Interval notation is a way to express a set of numbers between a start and an endpoint, which can include or exclude the points themselves. It's particularly useful in representing solution sets for inequalities. In this notation:

• Square brackets, \([a, b]\) denote that both endpoints are included in the set, also known as a closed interval.
• Parentheses, \( (a, b) \) indicate that the endpoints are not included, known as an open interval.
• Combinations are also possible, such as \([a, b)\) where \(a\) is included but \(b\) is not.
• To represent numbers extending infinitely in one direction, use infinity symbols \(\( \infty \)\) or negative infinity \(\( -\infty \)\), always with parentheses as infinity is not a number that can be included.

For example, the solution \([\frac{5}{12}, \infty)\) indicates all numbers \(x\) starting from \(\frac{5}{12}\) and going to infinity, including \(\frac{5}{12}\) itself.

Distribution in the context of solving inequalities involves applying the distributive property of multiplication over addition or subtraction.

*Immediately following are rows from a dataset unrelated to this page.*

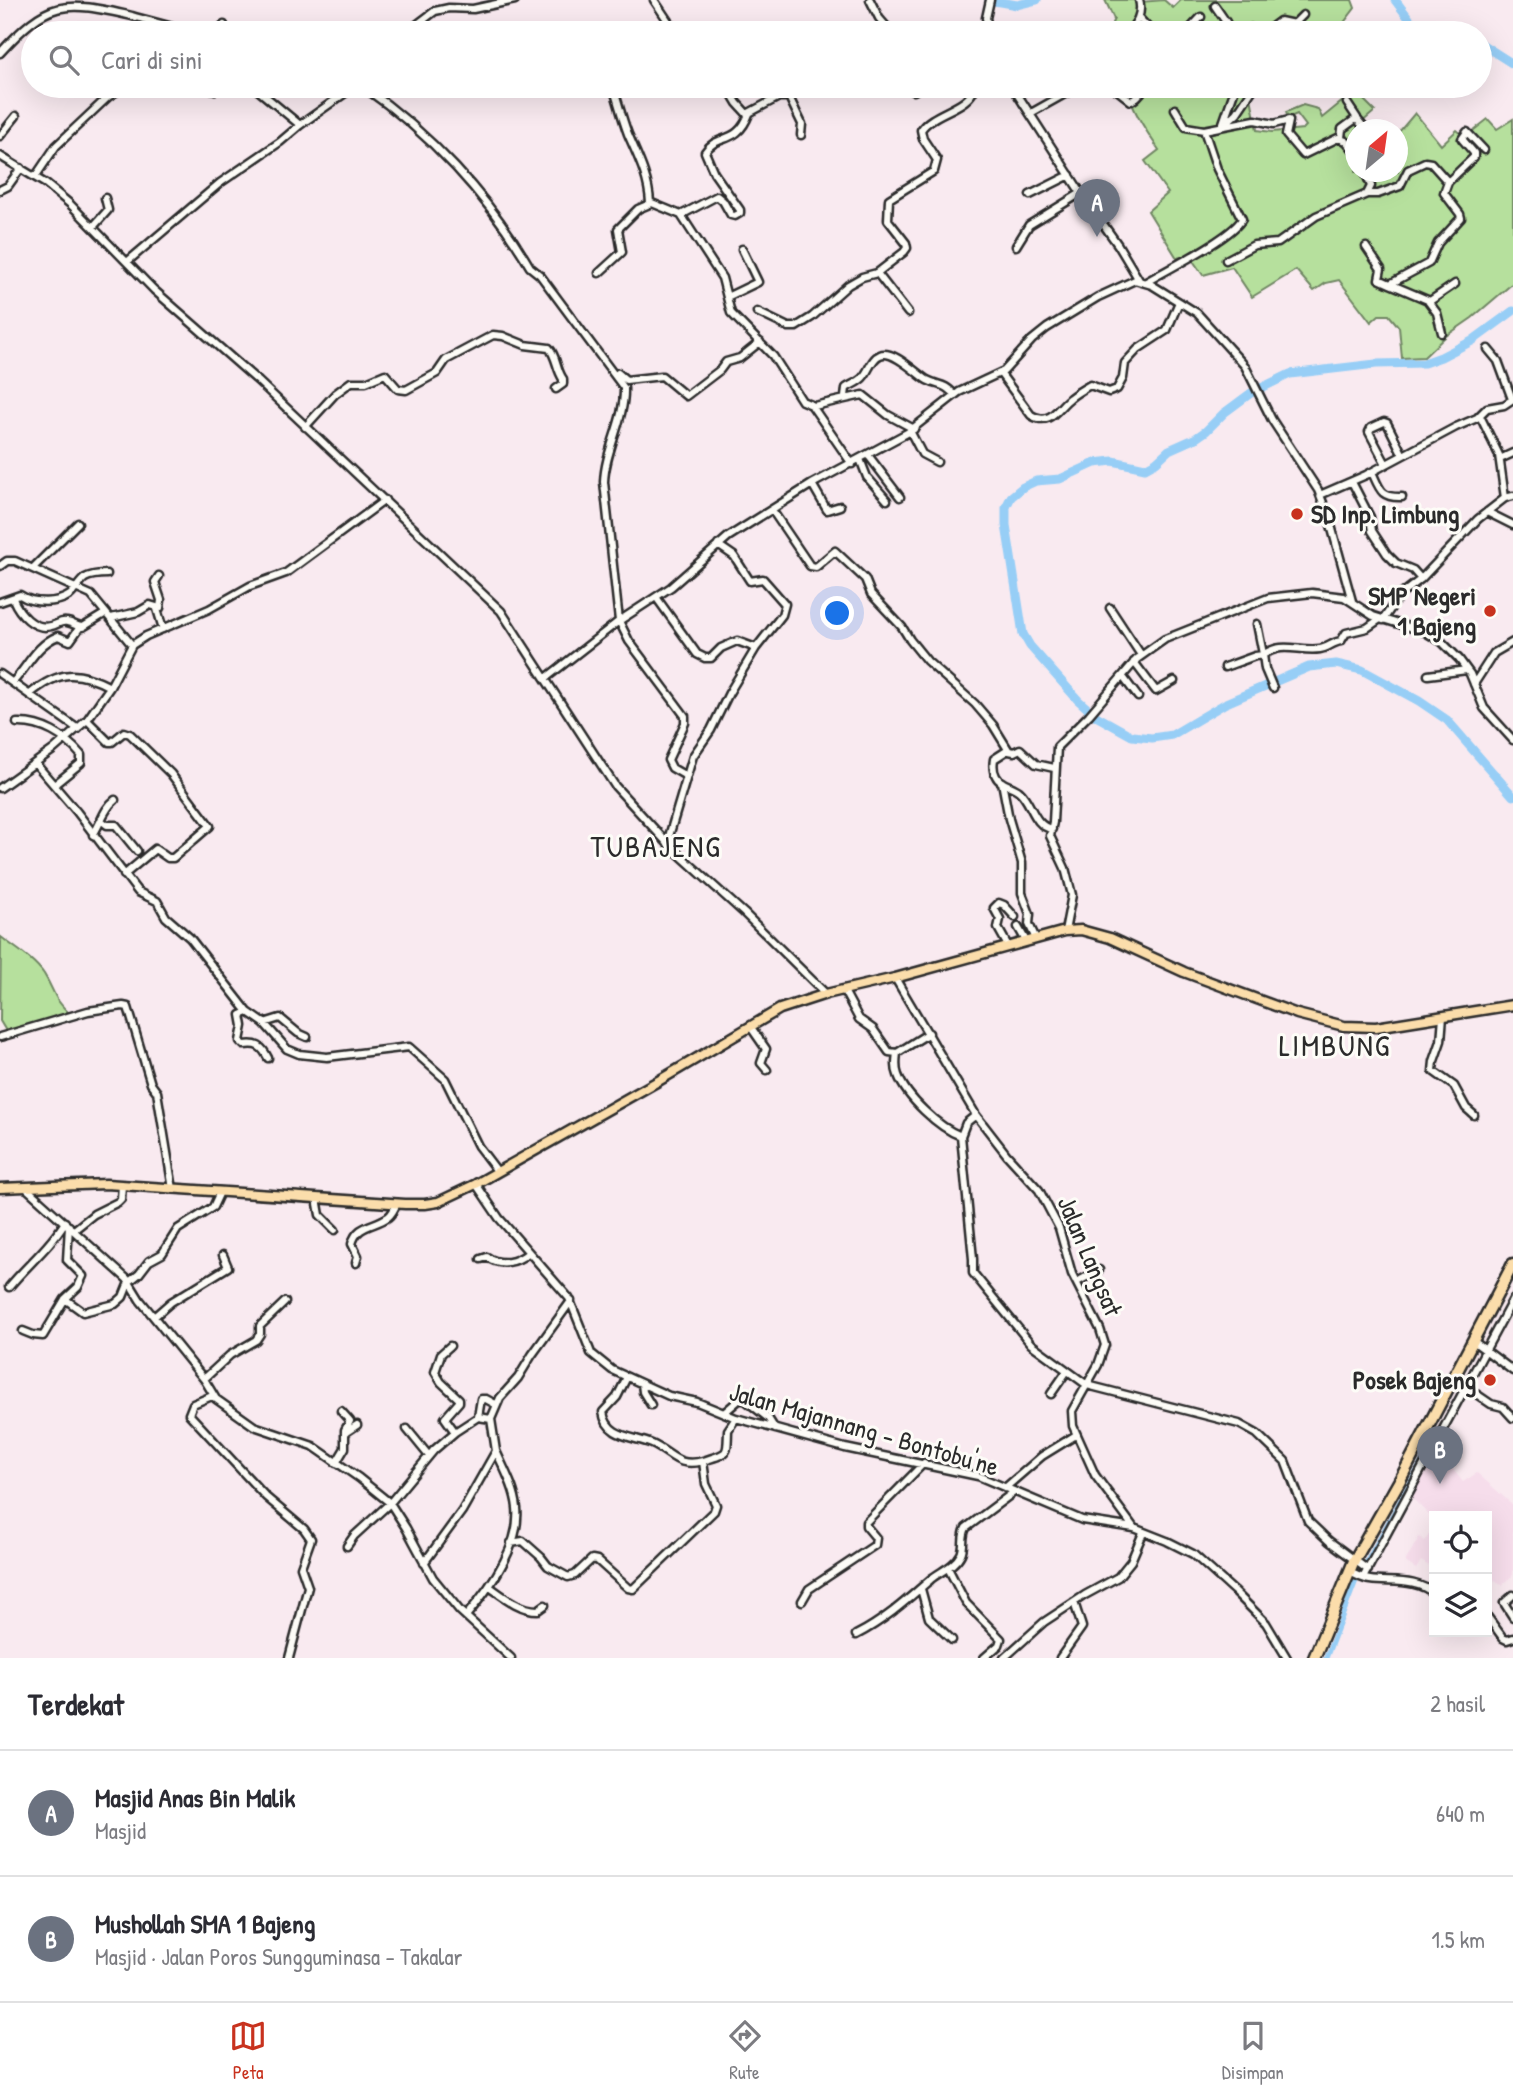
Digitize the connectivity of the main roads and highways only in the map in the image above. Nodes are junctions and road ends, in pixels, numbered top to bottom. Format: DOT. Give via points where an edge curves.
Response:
graph roads {
  1 [pos="1513,1005"];
  2 [pos="0,1188"];
  3 [pos="1513,1264"];
  4 [pos="1314,1658"];
  1 -- 2 [label="main road" via="1376,1027 1329,1023 1172,967 1110,937 1065,931 780,1009 442,1201 397,1203 76,1183"];
  3 -- 4 [label="highway" via="1480,1346 1374,1531 1362,1566 1351,1572"];
}
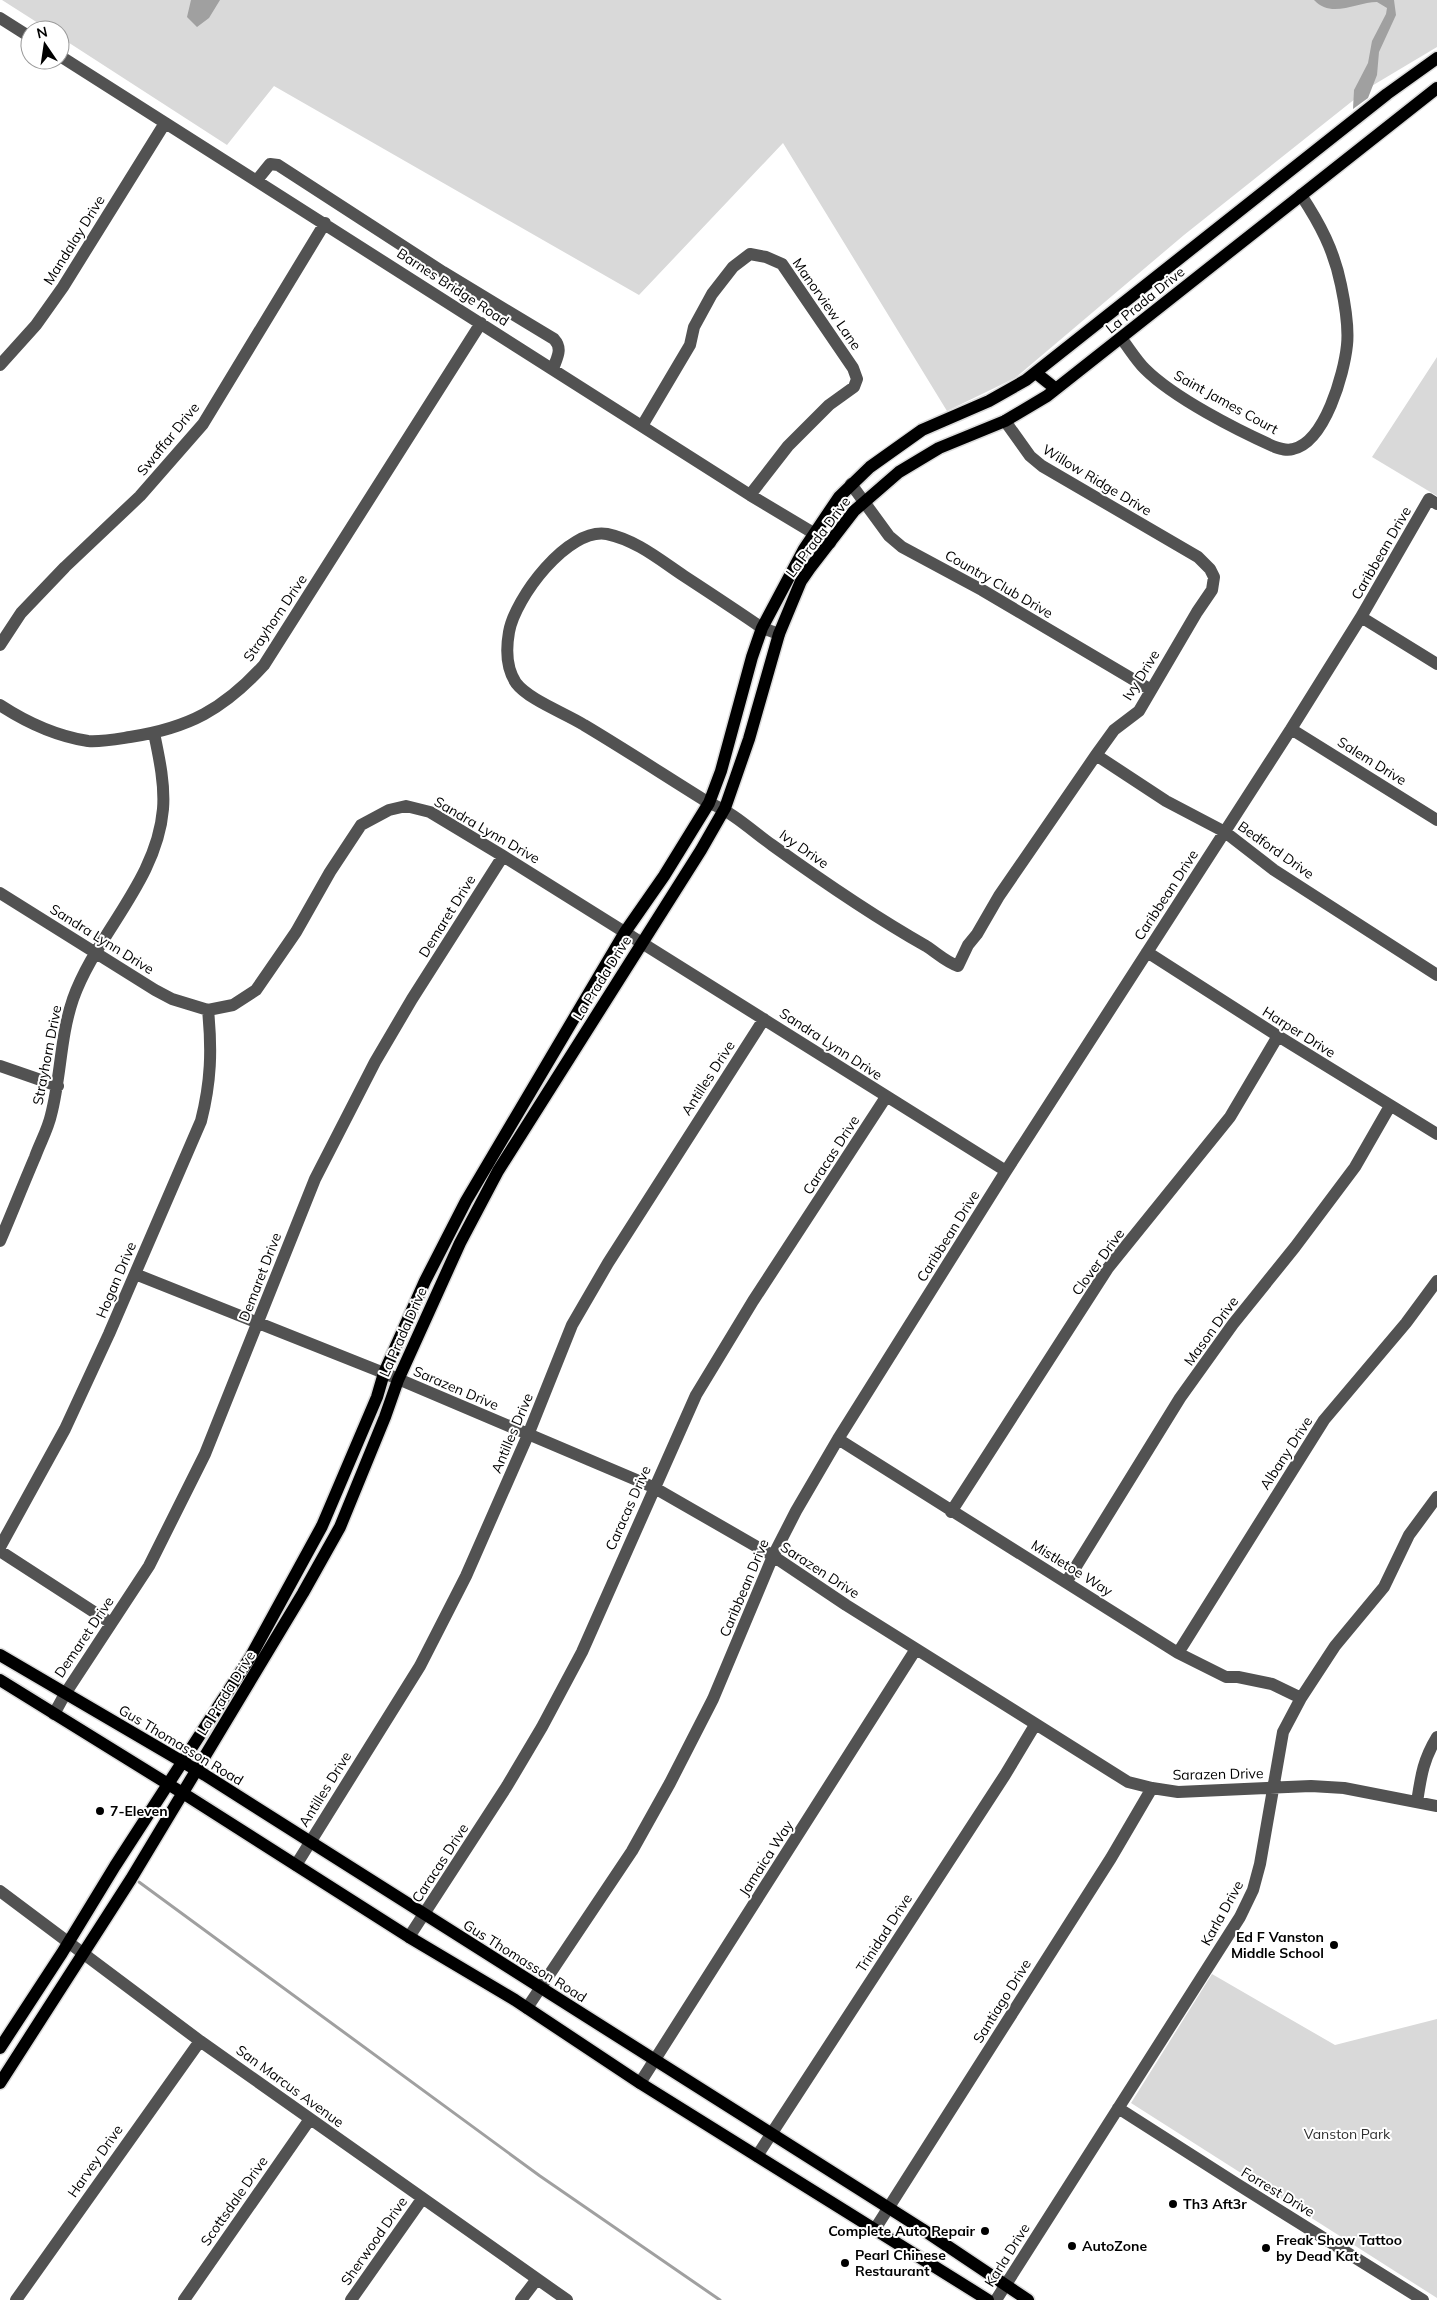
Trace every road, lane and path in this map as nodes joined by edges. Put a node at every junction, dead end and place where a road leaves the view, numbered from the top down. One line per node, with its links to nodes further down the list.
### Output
1 (4, 20): 2 (street); 3 (street)
2 (20, 30)
3 (0, 34)
4 (1437, 58): 15 (main road, La Prada Drive)
5 (70, 62): 7 (street, Barnes Bridge Road)
6 (1436, 90): 9 (main road, La Prada Drive)
7 (165, 123): 8 (street, Barnes Bridge Road); 13 (street, Mandalay Drive)
8 (257, 180): 10 (street, Barnes Bridge Road); 14 (street)
9 (1301, 195): 12 (main road, La Prada Drive); 12 (street, Saint James Court)
10 (325, 223): 11 (street, Barnes Bridge Road); 29 (street, Swaffar Drive)
11 (481, 323): 14 (street, Barnes Bridge Road); 35 (street, Strayhorn Drive)
12 (1121, 338): 16 (main road, La Prada Drive)
13 (0, 366)
14 (553, 369): 18 (street, Barnes Bridge Road)
15 (1036, 372): 16 (main road); 19 (main road, La Prada Drive)
16 (1056, 389): 17 (main road, La Prada Drive)
17 (1005, 421): 21 (main road, La Prada Drive); 24 (street, Willow Ridge Drive)
18 (642, 426): 20 (street, Barnes Bridge Road); 20 (street, Manorview Lane)
19 (851, 484): 21 (street, Country Club Drive); 23 (main road, La Prada Drive)
20 (750, 495): 23 (street, Barnes Bridge Road)
21 (864, 501): 25 (main road, La Prada Drive); 31 (street, Country Club Drive)
22 (1433, 501): 26 (street, Caribbean Drive)
23 (814, 533): 25 (street, Barnes Bridge Road); 27 (main road, La Prada Drive)
24 (1160, 536): 31 (street, Ivy Drive)
25 (830, 542): 28 (main road, La Prada Drive)
26 (1361, 617): 30 (street); 33 (street, Caribbean Drive)
27 (762, 628): 28 (street, Ivy Drive); 34 (main road, La Prada Drive); 38 (street, Ivy Drive)
28 (779, 634): 36 (main road, La Prada Drive)
29 (0, 646)
30 (1437, 664)
31 (1151, 690): 37 (street, Ivy Drive)
32 (0, 705): 35 (street)
33 (1291, 729): 40 (street, Salem Drive); 41 (street, Caribbean Drive)
34 (733, 732): 36 (main road); 38 (main road, La Prada Drive)
35 (154, 734): 47 (street, Strayhorn Drive)
36 (749, 740): 39 (main road, La Prada Drive)
37 (1096, 755): 39 (street, Ivy Drive); 41 (street, Bedford Drive)
38 (709, 803): 39 (street, Ivy Drive); 44 (main road, La Prada Drive)
39 (725, 808): 45 (main road, La Prada Drive)
40 (1437, 820)
41 (1225, 832): 46 (street, Caribbean Drive); 48 (street, Bedford Drive)
42 (503, 856): 44 (street, Sandra Lynn Drive); 49 (street, Sandra Lynn Drive); 61 (street, Demaret Drive)
43 (0, 893): 47 (street, Sandra Lynn Drive)
44 (625, 932): 45 (street, Sandra Lynn Drive); 62 (main road, La Prada Drive)
45 (642, 943): 50 (street, Sandra Lynn Drive); 63 (main road, La Prada Drive)
46 (1147, 952): 51 (street, Harper Drive); 57 (street, Caribbean Drive)
47 (95, 953): 49 (street, Sandra Lynn Drive); 53 (street, Strayhorn Drive)
48 (1437, 975)
49 (208, 1010): 59 (street, Hogan Drive)
50 (764, 1019): 54 (street, Sandra Lynn Drive); 64 (street, Antilles Drive)
51 (1278, 1036): 55 (street, Harper Drive); 68 (street, Clover Drive)
52 (0, 1066): 53 (street)
53 (58, 1086): 58 (street, Strayhorn Drive)
54 (886, 1097): 57 (street, Sandra Lynn Drive); 66 (street, Caracas Drive)
55 (1390, 1106): 56 (street, Harper Drive); 71 (street, Mason Drive)
56 (1437, 1134)
57 (1006, 1171): 65 (street, Caribbean Drive)
58 (0, 1241)
59 (135, 1274): 61 (street, Sarazen Drive); 69 (street, Hogan Drive)
60 (1437, 1281): 76 (street, Albany Drive)
61 (259, 1322): 62 (street, Sarazen Drive); 72 (street, Demaret Drive)
62 (384, 1373): 63 (street, Sarazen Drive); 73 (main road, La Prada Drive)
63 (398, 1380): 64 (street, Sarazen Drive); 75 (main road, La Prada Drive)
64 (528, 1435): 66 (street, Sarazen Drive); 92 (street, Antilles Drive)
65 (838, 1439): 68 (street, Mistletoe Way); 70 (street, Caribbean Drive)
66 (654, 1487): 70 (street, Sarazen Drive); 95 (street, Caracas Drive)
67 (1437, 1497): 80 (street, Karla Drive)
68 (951, 1512): 71 (street, Mistletoe Way)
69 (0, 1549): 72 (street)
70 (773, 1556): 74 (street, Sarazen Drive); 99 (street, Caribbean Drive)
71 (1067, 1581): 76 (street, Mistletoe Way)
72 (111, 1623): 79 (street, Demaret Drive)
73 (257, 1646): 75 (main road); 84 (main road, La Prada Drive)
74 (916, 1649): 82 (street, Sarazen Drive); 103 (street, Jamaica Way)
75 (269, 1653): 85 (main road, La Prada Drive)
76 (1178, 1653): 80 (street, Mistletoe Way)
77 (0, 1655): 79 (main road, Gus Thomasson Road)
78 (0, 1680): 81 (main road)
79 (64, 1694): 81 (street, Demaret Drive); 84 (main road, Gus Thomasson Road)
80 (1301, 1698): 88 (street, Karla Drive)
81 (54, 1714): 86 (main road)
82 (1035, 1725): 87 (street, Sarazen Drive); 108 (street, Trinidad Drive)
83 (1437, 1737): 90 (street)
84 (182, 1761): 85 (main road, Gus Thomasson Road); 86 (main road, La Prada Drive)
85 (196, 1770): 89 (main road, La Prada Drive); 92 (main road, Gus Thomasson Road)
86 (167, 1784): 89 (main road); 97 (main road, La Prada Drive)
87 (1152, 1788): 88 (street, Sarazen Drive); 111 (street, Santiago Drive)
88 (1272, 1788): 90 (street, Sarazen Drive); 106 (street, Karla Drive)
89 (182, 1792): 93 (main road); 98 (main road, La Prada Drive)
90 (1417, 1802): 91 (street, Sarazen Drive)
91 (1437, 1806)
92 (310, 1842): 93 (street, Antilles Drive); 95 (main road, Gus Thomasson Road)
93 (296, 1865): 96 (main road)
94 (0, 1891): 97 (street, San Marcus Avenue)
95 (424, 1914): 96 (street, Caracas Drive); 99 (main road, Gus Thomasson Road)
96 (409, 1937): 100 (main road)
97 (68, 1942): 98 (street, San Marcus Avenue); 102 (main road, La Prada Drive)
98 (84, 1951): 101 (street, San Marcus Avenue); 104 (main road, La Prada Drive)
99 (539, 1988): 100 (street, Caribbean Drive); 103 (main road, Gus Thomasson Road)
100 (526, 2008): 105 (main road)
101 (200, 2040): 107 (street, San Marcus Avenue); 115 (street, Harvey Drive)
102 (0, 2048)
103 (654, 2060): 105 (street, Jamaica Way); 108 (main road, Gus Thomasson Road)
104 (0, 2083)
105 (640, 2083): 109 (main road)
106 (1118, 2108): 114 (street, Karla Drive); 123 (street, Forrest Drive)
107 (310, 2119): 110 (street, San Marcus Avenue); 116 (street, Scottsdale Drive)
108 (770, 2134): 109 (street, Trinidad Drive); 111 (main road, Gus Thomasson Road)
109 (757, 2156): 112 (main road)
110 (422, 2199): 113 (street, San Marcus Avenue); 117 (street, Sherwood Drive)
111 (888, 2208): 112 (street, Santiago Drive); 114 (main road, Gus Thomasson Road)
112 (875, 2229): 120 (main road)
113 (537, 2279): 118 (street); 119 (street, San Marcus Avenue)
114 (1005, 2286): 121 (street, Karla Drive); 122 (main road, Gus Thomasson Road)
115 (16, 2300)
116 (184, 2300)
117 (351, 2300)
118 (521, 2300)
119 (567, 2300)
120 (988, 2300)
121 (996, 2300)
122 (1028, 2300)
123 (1423, 2300)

This means multiplying each term inside a set of parentheses by a number outside the parentheses. The distributive property can be written as:\[ a(b + c) = ab + ac \]In the original exercise, you have:

• \(4(3x - 2) \geq -3\)

Using distribution, multiply every term inside the parentheses by 4:

• \(4 \cdot 3x - 4 \cdot 2 = 12x - 8\)

This simplifies the inequality, making it easier to isolate terms. The ability to distribute correctly is fundamental in turning complex inequalities into simpler ones that can be solved through basic algebraic methods. When you distribute correctly, it sets the stage for further steps in solving the inequality.

Solving inequalities is similar to solving regular equations but with additional rules to maintain the inequality relationship. After distributing terms, the steps typically involve isolating the variable on one side using inverse operations, such as addition and division. Here’s how it works:

• First, ensure that like terms are joined. For instance, after distribution, the inequality \(12x - 8 \geq -3\) shows us we need to get \(x\) by itself.
• Add or subtract terms from both sides. Here, adding 8 to both sides simplifies it to \(12x \geq 5\).
• Divide both sides by the coefficient of \(x\) to solve for \(x\). Dividing by 12 gives \(x \geq \frac{5}{12}\).
• Critical to solving inequalities is remembering that if you multiply or divide by a negative number, you must flip the inequality sign. However, this was not needed in our example.

Following these steps with care ensures you solve the inequality correctly and express the solution both algebraically and, if needed, in interval notation.